The loosely coupled cloud journey often leads to an entirely serverless environment, meaning that you can concentrate on your applications and leave the server provisioning responsibility to managed services. You can run code without the need to provision or manage servers. You pay only for the compute time you consume — there is no charge when your code is not running. You upload your code or your container, and the system takes care of everything required to run and scale your code.

Scalability is another advantage of the serverless approach. Although each task may be modest in size — for example, a compute core with some memory — the architecture can spawn thousands of concurrent nodes, thus reaching a large compute throughput capacity.

AWS Fargate

Serverless in AWS is synonymous with Lambda functions, Lambdas are not the only serverless compute engines in AWS, and Lambdas do have their limitations. One of the main limitations is the amount of computing time (15 min) that is available. In our project, the compute time for each task is different and varies between a few seconds to hours, and hence the choice of Fargate, which is a serverless compute engine for containers. The other limitation is the choice of programming language available in Lambda functions. Lambda functions do not have support for FORTRAN code, we needed to scale FORTRAN code, and one of the best ways to do that is to scale it using containers.

In the above architecture, the user triggers these massively parallel workloads through an API call which is hosted by the Amazon API Gateway and is secured by Amazon Cognito and before initiating the run through the API, the user must also ensure the input data is present in the appropriate S3 bucket (uswind/input).

The API gateway triggers a Lambda function that processes and validates the request and kicks off the “slicer” service.

As the name suggests, the “slicer” service, a fargate task, is responsible for processing the input file containing approximately 150K events. These events are fed into an inbound SQS queue.

When these events start streaming into the inbound SQS queue, the “Q-processor” lambda function gets triggered. It processes these individual events, which are then fed into another outbound SQS queue.

The “fargate-launcher” lambda function triggered by the outbound SQS queue processes these requests and launches these fargate tasks in the fargate cluster in AWS.

We now have a stateless system that works for 10, 100, and even 1000 events. What happens if you intend to launch 10K events?

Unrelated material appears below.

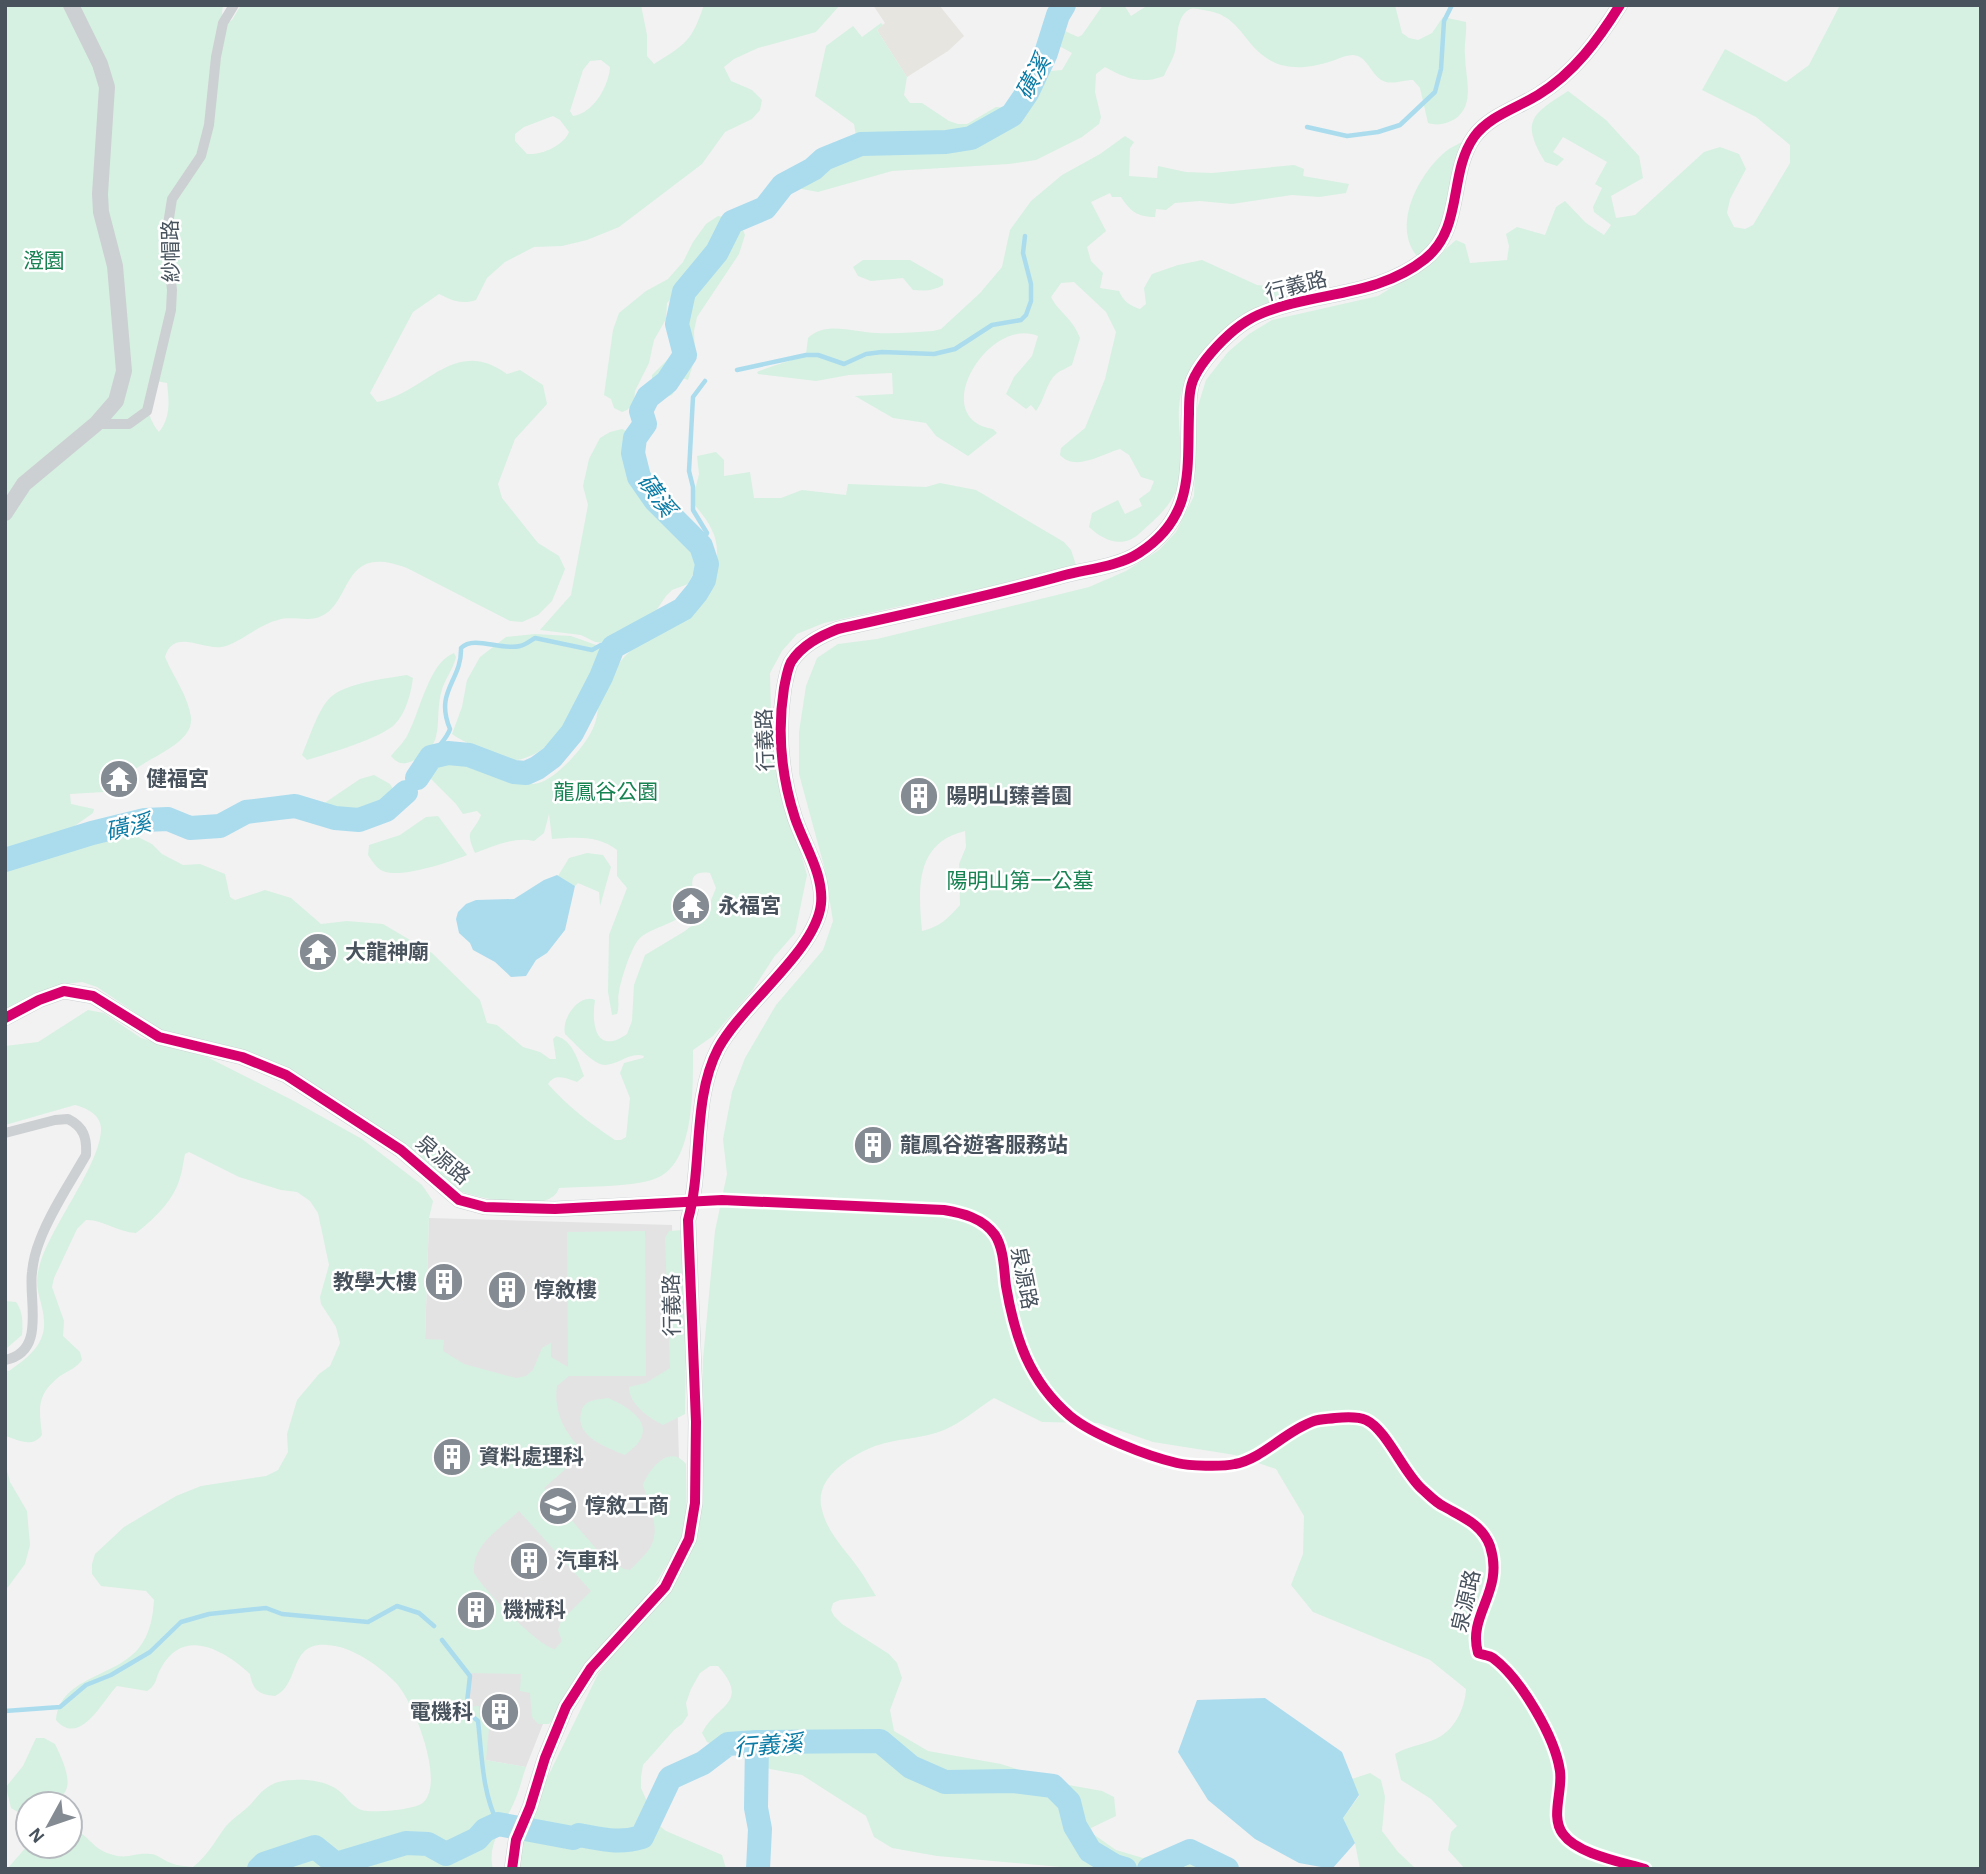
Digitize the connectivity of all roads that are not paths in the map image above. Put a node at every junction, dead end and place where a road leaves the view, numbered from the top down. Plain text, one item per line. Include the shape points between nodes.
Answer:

The system crashes because AWS has a set limit of running only 5K parallel Fargate tasks at any point in time.

You might also wonder why one has to go through two SQS queues and a few Lambda functions to run tasks in a Fargate cluster. Well, the answer to that question lies in the fact that AWS rate limits fargate tasks to 1 task per second. They throttle the RunTask API calls on per account per region basis. We plan to launch 150K events in total and ~5K events concurrently. Hence, we need to implement a retry mechanism with exponential backoffs to not inundate the system with excessive requests that overwhelm the system.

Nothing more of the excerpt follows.